Joining these big corporate players are the likes of entrepreneur Dyson Bogg, who has raised about $30 million for his two-year-old start-up M-Nut, which is in the process of converting hundreds of hectares of former sugar cane and banana farms into greenfield macadamia orchards.

This wave of offshore and local institutional capital into the sector has provided an exit strategy for industry pioneers such as Macadamias Australia founders Ron and Marion Steinhardt, who planted their first trees in 2004.

According to its website, Macadamias Australia is “the largest family owned, vertically integrated macadamia business in the world”.

Even though it is selling off its farms, trees and production facilities, the Steinhardt family will remain invested in the macadamia sector through the retained ownership of several business units within the Steinhardt Group.

This includes the Happy Nut retail business that the Steinhardt’s eldest son, Trevor, will own and operate, as well as Macadamias Australia’s tourism business, cafe and Farmfresh Fine Foods vegetable processing facility that their daughter Janelle and her husband Andrew Gerry will own and operate.

All Macadamias Australia employees will be offered roles in the combined business (or the operations to be retained by the Steinhardt family).
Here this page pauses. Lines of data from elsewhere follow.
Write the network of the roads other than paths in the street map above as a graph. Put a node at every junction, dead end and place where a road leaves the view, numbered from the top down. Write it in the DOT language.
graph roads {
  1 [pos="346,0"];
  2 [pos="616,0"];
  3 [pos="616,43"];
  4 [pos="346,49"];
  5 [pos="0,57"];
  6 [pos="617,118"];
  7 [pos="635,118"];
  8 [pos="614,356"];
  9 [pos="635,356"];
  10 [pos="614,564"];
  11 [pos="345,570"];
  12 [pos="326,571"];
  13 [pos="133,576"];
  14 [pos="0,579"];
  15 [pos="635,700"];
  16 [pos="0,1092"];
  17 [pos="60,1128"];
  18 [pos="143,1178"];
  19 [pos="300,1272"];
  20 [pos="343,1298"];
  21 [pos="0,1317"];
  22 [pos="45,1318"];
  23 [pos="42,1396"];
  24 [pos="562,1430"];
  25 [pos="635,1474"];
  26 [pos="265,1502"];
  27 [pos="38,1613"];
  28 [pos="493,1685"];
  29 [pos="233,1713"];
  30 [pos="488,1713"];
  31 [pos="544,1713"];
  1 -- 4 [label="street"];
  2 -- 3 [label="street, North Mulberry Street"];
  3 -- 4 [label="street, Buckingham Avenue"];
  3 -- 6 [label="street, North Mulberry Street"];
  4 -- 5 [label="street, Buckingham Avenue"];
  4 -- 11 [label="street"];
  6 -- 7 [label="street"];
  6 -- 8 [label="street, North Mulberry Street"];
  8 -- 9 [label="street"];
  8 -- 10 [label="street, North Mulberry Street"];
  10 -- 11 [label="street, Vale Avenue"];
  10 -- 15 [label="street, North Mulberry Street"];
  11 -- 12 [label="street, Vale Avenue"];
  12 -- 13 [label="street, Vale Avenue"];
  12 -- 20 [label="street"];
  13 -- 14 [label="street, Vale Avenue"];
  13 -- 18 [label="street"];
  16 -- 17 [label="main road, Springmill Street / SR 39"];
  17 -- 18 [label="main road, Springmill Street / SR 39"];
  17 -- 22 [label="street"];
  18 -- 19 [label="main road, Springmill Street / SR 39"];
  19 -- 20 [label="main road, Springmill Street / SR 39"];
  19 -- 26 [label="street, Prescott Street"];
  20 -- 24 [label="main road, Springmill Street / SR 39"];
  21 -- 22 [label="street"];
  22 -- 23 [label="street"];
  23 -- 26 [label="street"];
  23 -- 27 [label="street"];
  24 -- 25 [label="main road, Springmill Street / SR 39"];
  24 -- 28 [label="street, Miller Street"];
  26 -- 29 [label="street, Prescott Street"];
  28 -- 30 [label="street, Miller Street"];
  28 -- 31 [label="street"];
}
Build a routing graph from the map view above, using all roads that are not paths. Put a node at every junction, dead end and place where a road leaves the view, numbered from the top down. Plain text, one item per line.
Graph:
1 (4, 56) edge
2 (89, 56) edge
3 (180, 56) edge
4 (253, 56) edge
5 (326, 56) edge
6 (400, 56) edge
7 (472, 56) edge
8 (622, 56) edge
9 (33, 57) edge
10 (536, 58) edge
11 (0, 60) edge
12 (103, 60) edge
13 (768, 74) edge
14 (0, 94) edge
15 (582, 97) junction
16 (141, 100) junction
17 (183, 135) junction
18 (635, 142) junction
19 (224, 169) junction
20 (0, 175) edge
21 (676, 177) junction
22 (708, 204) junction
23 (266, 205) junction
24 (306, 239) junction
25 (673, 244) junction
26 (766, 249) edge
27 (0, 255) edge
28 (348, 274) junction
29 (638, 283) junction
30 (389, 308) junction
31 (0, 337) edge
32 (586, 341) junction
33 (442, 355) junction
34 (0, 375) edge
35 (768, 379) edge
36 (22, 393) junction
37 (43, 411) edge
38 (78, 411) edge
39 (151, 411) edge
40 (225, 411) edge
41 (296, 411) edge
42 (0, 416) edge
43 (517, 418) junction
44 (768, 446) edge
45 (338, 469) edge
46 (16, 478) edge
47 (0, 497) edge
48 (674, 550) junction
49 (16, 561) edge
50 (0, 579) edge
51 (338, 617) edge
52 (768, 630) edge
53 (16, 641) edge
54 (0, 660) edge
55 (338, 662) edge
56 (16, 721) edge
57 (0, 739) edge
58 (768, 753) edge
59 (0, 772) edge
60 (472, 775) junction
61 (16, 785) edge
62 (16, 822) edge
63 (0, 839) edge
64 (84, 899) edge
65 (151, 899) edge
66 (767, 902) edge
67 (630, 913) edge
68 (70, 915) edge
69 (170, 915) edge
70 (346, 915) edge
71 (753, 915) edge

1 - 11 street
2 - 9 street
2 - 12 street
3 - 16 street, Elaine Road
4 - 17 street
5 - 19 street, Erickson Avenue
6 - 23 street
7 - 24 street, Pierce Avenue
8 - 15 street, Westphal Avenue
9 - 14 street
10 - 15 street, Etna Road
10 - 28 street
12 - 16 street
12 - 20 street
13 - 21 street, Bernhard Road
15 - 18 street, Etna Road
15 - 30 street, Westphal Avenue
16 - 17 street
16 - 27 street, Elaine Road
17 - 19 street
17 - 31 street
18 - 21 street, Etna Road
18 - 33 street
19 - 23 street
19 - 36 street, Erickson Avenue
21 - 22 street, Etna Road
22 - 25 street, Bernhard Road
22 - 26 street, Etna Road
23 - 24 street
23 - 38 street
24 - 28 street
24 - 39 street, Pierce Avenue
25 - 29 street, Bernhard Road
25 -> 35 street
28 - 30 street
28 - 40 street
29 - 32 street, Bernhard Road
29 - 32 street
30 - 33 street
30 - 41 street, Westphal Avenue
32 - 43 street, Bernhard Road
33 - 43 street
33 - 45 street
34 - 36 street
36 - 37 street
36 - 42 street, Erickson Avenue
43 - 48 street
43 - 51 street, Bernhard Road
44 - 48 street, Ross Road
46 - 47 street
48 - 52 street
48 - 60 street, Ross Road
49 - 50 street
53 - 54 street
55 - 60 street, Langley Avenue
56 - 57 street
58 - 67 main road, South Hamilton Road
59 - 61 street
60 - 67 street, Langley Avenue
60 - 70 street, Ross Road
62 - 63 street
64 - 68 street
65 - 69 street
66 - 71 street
Contracts with external growers will roll over as part of the transition.

Although macadamia nut prices crashed last year amid a COVID-19-induced glut – falling to about $3 a kilogram for nuts in shell, after peaking at almost $7 in 2020 – investors are confident the price will recover over the coming years given rising global demand for the versatile and healthy snack food, and the development of more productive tree types.

However, investors need to be patient: a macadamia tree takes about three years to produce its first crop, and it is not until about the eighth or ninth year that trees hit peak production, at which time growers can expect to earn super profits.

The Australian Macadamia Society forecasts 8000h of greenfield macadamia orchards to be planted between now and 2025, taking the total to 46,000ha.

A large proportion of this expansion will be driven by the conversion of former sugar cane farms in Bundaberg and Maryborough into new macadamia orchards.